Stephen Piccolo, Ph.D.
Postdoctoral Fellow, Johnson Lab
Education
A.A.S., Natural Sciences, Ricks College, Rexburg, Idaho, 1998
B.S., Management Information Systems, Brigham Young University, Provo, Utah, 2001
Ph.D., Biomedical Informatics, University of Utah, Salt Lake City, Utah, 2011
Contact Information
Email: stephen.piccolo@hsc.utah.edu
Research Interests
Single-sample normalization methods for transcriptomic data. Single Channel Array Normalization (SCAN) is a microarray normalization method to facilitate personalized-medicine workflows. Rather than process microarray samples as groups, which can introduce biases and present logistical challenges (for example, if groups of samples had to be renormalized repeatedly in personalized-medicine workflows), SCAN normalizes each sample individually by modeling and removing probe- and array-specific background noise using only data from within each array. SCAN can be applied to one-color (Affymetrix) microarrays from earlier generations (e.g. HG-U95 and HG-U133) and later generations (e.g., Gene ST and Exon ST).
The Universal Probability Code (UPC) method is an extension of SCAN that produces “barcode” values that estimate the probability a given gene is active in a specific sample. This method can be applied not only to one-color microarrays but also to two-color microarrays and RNA-sequencing data. As with SCAN, UPC is applied to individual samples.

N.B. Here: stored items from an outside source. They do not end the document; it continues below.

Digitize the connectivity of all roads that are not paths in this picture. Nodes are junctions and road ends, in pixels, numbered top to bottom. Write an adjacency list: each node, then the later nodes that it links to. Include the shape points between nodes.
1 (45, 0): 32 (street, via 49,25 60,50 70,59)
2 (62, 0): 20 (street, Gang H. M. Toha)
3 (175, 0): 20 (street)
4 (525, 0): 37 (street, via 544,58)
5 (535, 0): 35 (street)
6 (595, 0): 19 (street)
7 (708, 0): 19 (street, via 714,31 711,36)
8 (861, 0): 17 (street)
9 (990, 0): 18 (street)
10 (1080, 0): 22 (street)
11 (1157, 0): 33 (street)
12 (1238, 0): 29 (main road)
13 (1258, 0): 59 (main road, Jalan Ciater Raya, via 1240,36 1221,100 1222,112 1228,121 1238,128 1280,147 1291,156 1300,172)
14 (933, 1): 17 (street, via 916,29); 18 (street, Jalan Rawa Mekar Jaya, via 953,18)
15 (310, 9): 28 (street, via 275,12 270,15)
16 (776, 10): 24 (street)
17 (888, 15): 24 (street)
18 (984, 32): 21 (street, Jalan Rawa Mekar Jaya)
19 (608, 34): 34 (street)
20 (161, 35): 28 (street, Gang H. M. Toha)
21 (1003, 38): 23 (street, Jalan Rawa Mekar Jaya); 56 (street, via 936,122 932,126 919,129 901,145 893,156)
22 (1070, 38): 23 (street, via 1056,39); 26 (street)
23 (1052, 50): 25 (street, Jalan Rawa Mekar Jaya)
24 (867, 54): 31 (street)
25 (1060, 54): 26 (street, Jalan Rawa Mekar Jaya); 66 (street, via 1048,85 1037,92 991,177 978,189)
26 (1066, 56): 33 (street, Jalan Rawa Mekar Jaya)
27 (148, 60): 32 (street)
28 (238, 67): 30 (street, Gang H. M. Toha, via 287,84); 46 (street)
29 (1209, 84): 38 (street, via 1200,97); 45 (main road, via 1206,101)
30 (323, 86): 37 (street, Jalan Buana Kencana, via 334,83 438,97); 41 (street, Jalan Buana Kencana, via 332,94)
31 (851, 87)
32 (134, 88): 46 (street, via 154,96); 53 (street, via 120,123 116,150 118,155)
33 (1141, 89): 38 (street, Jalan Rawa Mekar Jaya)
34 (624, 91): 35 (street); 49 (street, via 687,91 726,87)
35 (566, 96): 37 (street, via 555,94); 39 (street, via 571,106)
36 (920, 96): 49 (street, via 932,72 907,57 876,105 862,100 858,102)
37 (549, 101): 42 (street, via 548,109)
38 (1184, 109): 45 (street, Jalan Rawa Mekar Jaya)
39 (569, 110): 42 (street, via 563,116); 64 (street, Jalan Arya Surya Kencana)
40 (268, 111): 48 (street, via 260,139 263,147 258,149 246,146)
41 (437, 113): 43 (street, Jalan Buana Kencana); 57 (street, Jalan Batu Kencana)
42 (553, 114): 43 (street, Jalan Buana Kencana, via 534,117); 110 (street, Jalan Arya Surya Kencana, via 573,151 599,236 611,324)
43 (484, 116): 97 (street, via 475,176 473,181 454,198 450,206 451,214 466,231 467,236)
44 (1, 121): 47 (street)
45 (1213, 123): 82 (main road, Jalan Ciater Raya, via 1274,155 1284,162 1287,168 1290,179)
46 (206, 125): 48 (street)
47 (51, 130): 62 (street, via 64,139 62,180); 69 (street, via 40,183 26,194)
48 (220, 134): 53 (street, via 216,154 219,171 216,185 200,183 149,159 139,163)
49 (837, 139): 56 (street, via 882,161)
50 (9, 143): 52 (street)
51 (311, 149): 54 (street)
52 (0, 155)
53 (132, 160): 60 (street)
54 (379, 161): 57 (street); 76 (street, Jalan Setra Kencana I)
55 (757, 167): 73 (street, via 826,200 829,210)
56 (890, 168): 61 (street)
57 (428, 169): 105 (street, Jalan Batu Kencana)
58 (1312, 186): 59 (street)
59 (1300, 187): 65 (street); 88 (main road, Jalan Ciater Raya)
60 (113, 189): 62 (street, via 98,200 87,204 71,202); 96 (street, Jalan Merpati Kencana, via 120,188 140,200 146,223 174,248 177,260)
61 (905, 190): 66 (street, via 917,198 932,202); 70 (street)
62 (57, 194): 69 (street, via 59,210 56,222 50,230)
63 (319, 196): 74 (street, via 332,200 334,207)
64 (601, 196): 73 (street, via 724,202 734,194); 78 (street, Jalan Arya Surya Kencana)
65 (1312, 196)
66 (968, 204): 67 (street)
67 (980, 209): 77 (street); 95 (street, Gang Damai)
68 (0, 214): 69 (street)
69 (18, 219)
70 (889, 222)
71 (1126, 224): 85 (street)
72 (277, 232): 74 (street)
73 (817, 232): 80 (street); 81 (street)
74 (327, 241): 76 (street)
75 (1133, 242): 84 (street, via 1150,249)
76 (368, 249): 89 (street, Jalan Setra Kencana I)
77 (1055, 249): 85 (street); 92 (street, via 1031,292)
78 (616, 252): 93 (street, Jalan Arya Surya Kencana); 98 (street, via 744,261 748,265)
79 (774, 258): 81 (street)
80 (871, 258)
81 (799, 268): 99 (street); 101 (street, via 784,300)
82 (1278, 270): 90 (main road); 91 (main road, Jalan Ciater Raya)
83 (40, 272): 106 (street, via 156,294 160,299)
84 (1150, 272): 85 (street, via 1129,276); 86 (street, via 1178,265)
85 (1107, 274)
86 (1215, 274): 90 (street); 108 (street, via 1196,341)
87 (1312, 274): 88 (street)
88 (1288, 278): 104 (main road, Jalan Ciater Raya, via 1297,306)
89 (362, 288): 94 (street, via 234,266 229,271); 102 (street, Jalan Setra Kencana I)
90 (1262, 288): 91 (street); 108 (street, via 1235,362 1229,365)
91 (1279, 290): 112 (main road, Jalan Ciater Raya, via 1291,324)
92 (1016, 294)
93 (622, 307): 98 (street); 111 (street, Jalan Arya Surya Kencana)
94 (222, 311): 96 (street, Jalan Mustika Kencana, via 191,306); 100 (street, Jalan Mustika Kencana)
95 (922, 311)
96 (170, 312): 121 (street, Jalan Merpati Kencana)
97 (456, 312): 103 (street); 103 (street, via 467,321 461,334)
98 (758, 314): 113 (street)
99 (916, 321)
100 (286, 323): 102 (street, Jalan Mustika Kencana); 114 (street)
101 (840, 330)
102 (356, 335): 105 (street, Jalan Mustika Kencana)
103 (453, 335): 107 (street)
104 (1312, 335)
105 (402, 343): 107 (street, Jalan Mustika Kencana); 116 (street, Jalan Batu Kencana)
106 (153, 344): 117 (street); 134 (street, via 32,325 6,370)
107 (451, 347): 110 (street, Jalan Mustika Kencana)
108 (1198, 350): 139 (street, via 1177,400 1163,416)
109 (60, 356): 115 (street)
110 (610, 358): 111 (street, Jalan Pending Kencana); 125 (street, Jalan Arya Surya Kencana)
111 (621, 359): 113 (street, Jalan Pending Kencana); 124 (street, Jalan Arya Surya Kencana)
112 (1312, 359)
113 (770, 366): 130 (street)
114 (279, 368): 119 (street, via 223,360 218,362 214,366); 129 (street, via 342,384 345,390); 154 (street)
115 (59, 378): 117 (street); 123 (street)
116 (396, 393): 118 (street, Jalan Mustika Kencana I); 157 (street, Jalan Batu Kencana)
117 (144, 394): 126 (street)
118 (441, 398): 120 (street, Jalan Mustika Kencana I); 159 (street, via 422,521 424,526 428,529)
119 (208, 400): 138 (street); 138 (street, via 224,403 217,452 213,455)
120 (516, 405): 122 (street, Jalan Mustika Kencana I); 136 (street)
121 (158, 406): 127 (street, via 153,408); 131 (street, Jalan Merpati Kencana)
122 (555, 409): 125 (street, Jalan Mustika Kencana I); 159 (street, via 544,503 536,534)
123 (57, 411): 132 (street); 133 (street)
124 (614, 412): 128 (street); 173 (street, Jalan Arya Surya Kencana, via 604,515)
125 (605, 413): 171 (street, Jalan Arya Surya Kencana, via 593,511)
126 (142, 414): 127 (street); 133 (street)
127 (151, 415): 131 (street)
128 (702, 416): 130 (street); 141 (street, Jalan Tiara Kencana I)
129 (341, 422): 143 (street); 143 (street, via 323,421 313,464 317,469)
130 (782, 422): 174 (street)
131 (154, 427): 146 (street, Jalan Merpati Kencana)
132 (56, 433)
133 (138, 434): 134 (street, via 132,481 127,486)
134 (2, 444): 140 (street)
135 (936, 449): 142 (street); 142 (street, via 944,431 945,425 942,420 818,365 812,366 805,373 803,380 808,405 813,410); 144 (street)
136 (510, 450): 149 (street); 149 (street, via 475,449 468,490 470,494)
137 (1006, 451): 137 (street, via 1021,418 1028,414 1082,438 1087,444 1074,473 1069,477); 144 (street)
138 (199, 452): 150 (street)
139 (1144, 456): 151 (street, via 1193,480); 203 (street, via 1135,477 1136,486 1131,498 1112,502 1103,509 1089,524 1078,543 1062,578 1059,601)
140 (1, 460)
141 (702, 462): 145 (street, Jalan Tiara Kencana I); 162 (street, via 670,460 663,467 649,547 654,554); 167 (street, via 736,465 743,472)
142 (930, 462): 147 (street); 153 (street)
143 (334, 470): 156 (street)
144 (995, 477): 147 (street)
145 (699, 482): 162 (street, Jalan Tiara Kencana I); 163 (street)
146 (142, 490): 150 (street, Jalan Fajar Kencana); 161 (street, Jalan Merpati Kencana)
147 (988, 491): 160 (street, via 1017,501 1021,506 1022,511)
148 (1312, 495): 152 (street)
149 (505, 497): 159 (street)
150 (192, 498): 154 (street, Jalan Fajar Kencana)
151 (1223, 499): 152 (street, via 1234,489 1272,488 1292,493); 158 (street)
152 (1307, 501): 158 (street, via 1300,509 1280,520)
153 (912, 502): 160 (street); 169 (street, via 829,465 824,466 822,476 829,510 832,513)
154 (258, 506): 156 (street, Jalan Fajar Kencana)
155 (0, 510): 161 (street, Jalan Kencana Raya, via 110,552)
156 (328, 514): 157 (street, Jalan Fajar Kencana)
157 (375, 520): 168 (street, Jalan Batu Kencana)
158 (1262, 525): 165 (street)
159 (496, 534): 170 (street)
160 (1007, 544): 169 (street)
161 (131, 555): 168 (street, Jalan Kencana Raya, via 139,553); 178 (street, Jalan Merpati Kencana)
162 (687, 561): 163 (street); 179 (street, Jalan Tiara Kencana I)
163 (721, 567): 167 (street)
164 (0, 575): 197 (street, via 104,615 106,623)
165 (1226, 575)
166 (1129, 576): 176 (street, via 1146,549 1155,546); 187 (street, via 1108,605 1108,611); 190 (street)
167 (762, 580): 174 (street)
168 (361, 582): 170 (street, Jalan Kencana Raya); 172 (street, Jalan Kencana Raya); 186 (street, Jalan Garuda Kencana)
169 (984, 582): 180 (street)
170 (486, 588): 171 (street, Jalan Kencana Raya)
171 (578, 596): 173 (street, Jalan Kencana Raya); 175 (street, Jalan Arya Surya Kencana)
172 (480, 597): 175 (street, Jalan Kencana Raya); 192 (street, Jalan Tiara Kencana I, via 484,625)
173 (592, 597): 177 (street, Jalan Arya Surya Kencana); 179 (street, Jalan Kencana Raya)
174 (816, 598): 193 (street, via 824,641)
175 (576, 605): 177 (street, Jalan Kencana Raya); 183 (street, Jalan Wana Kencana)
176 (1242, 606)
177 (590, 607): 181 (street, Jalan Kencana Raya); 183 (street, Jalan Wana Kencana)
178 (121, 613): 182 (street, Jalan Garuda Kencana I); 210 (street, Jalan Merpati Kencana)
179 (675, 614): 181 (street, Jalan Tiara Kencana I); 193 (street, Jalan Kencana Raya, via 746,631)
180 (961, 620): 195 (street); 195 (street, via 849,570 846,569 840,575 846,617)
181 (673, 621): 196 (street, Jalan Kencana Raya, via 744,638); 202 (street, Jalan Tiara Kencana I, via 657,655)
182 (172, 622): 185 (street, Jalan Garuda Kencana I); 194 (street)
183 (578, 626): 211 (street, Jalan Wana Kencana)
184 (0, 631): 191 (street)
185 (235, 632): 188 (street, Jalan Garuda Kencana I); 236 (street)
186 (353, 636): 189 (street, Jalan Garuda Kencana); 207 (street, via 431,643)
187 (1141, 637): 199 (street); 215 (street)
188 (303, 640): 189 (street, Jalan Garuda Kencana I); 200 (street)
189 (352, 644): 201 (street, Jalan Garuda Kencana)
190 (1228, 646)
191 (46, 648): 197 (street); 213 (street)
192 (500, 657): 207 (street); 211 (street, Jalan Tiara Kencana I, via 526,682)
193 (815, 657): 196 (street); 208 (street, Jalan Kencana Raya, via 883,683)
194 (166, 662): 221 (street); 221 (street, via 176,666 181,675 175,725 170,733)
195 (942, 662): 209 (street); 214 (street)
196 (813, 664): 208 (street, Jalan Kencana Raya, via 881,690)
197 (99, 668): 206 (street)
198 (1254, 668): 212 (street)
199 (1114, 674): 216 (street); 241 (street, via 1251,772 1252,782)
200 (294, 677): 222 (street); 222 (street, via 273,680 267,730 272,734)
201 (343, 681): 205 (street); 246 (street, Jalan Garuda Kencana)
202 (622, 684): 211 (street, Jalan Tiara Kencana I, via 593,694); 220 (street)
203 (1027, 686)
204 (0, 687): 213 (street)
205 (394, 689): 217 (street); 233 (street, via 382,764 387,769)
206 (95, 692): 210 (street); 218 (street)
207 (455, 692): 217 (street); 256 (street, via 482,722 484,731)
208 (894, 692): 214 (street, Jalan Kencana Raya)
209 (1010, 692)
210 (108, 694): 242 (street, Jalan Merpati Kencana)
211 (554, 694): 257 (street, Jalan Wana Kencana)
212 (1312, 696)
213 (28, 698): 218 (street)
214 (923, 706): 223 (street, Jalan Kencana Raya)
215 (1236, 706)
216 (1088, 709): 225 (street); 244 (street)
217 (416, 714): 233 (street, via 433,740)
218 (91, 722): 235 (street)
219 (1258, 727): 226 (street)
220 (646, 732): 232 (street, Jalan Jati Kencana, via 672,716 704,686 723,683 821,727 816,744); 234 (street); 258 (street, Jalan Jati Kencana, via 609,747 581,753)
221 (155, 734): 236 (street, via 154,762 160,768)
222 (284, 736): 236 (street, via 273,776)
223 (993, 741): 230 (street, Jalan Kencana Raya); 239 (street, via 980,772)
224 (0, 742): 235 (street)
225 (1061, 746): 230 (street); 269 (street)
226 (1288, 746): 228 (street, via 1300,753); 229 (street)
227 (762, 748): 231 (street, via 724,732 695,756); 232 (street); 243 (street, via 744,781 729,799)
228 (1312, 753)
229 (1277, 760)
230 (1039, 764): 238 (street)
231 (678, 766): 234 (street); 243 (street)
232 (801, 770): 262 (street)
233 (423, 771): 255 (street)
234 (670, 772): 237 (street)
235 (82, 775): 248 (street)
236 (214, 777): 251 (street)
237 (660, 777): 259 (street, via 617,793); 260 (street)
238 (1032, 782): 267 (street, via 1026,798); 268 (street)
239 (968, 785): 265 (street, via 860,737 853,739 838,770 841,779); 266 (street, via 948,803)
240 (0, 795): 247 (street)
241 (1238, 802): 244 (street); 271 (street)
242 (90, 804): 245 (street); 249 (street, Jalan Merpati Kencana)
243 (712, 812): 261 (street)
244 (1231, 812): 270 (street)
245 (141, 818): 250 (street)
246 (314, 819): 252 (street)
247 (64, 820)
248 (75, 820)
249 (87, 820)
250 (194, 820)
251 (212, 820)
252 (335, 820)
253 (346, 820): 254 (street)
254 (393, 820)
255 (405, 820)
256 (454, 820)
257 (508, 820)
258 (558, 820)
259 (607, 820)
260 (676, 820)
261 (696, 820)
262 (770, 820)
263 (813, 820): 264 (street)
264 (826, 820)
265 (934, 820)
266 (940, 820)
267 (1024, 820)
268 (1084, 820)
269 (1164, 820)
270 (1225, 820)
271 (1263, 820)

For more information please visit: http://jlab.bu.edu/software/scan-upc/
Developing methods to predict breast cancer susceptibility in high-risk families. We are exploring the potential to predict breast cancer risk for individuals in high-risk families. These families may include individuals with an identified mutation in a known susceptibility gene. They may also include individuals for whom no drivers of risk are known. We are looking at ways to refine risk predictions for all such individuals.
Publications
Piccolo SR, Sun Y, Campbell JD, Lenburg ME, Bild AH, Johnson WE. A single-sample microarray normalization method to support personalized- medicine workflows. (in review)
Piccolo SR, Frey LJ. Clinical and molecular models of glioblastoma multiforme survival. International Journal of Data Mining and Bioinformatics 2012, in press.
Piccolo SR, Frey LJ. ML-Flex: A flexible framework for performing classification analyses in parallel. Journal of Machine Learning Research 2012, 13:555-559.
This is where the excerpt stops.